*TASK PROMPT*
The required output is the line that contains "Please list the" and every line after it, each written out exactly, up to the end of the entries.

[Stored data entries]
Segment Open

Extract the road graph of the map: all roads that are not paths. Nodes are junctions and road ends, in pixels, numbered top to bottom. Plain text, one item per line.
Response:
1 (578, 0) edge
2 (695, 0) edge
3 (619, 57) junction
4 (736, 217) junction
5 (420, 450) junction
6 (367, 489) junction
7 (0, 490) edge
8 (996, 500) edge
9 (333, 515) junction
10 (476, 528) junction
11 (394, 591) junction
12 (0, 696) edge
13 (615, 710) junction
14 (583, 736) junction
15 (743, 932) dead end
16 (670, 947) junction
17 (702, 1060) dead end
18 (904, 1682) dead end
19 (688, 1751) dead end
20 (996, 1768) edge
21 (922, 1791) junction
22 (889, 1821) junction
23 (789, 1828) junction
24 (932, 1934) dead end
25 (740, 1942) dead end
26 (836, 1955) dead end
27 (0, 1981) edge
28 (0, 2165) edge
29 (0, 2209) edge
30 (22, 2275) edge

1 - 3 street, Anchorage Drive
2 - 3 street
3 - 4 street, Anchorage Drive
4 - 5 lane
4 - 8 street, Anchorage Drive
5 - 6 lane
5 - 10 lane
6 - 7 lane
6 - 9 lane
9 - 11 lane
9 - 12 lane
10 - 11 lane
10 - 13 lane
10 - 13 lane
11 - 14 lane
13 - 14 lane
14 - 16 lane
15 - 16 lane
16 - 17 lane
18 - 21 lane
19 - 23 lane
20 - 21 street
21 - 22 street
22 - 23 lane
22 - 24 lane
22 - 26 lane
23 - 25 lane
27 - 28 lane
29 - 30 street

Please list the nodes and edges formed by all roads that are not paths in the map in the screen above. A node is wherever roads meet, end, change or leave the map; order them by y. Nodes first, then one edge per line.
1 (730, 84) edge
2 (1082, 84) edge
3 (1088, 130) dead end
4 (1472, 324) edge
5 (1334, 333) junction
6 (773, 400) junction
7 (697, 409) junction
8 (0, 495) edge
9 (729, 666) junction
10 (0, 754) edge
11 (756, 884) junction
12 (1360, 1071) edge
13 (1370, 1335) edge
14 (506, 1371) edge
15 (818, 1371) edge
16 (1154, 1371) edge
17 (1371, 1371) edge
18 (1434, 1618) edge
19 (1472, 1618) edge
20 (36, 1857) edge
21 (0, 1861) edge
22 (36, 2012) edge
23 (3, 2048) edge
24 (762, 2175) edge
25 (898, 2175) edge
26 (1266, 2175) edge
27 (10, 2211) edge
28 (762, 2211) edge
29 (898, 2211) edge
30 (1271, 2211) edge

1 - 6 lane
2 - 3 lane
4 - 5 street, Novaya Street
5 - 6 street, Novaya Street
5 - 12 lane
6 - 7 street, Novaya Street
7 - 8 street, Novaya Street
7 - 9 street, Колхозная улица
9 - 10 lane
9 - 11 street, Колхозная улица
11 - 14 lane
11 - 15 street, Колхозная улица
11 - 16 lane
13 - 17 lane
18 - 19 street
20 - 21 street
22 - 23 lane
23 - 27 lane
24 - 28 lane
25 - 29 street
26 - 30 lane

Segment Closed

*COMPLETED EXERCISE*
Please list the nodes and edges formed by all roads that are not paths in the map in the screen above. A node is wherever roads meet, end, change or leave the map; order them by y. Nodes first, then one edge per line.
1 (730, 84) edge
2 (1082, 84) edge
3 (1088, 130) dead end
4 (1472, 324) edge
5 (1334, 333) junction
6 (773, 400) junction
7 (697, 409) junction
8 (0, 495) edge
9 (729, 666) junction
10 (0, 754) edge
11 (756, 884) junction
12 (1360, 1071) edge
13 (1370, 1335) edge
14 (506, 1371) edge
15 (818, 1371) edge
16 (1154, 1371) edge
17 (1371, 1371) edge
18 (1434, 1618) edge
19 (1472, 1618) edge
20 (36, 1857) edge
21 (0, 1861) edge
22 (36, 2012) edge
23 (3, 2048) edge
24 (762, 2175) edge
25 (898, 2175) edge
26 (1266, 2175) edge
27 (10, 2211) edge
28 (762, 2211) edge
29 (898, 2211) edge
30 (1271, 2211) edge

1 - 6 lane
2 - 3 lane
4 - 5 street, Novaya Street
5 - 6 street, Novaya Street
5 - 12 lane
6 - 7 street, Novaya Street
7 - 8 street, Novaya Street
7 - 9 street, Колхозная улица
9 - 10 lane
9 - 11 street, Колхозная улица
11 - 14 lane
11 - 15 street, Колхозная улица
11 - 16 lane
13 - 17 lane
18 - 19 street
20 - 21 street
22 - 23 lane
23 - 27 lane
24 - 28 lane
25 - 29 street
26 - 30 lane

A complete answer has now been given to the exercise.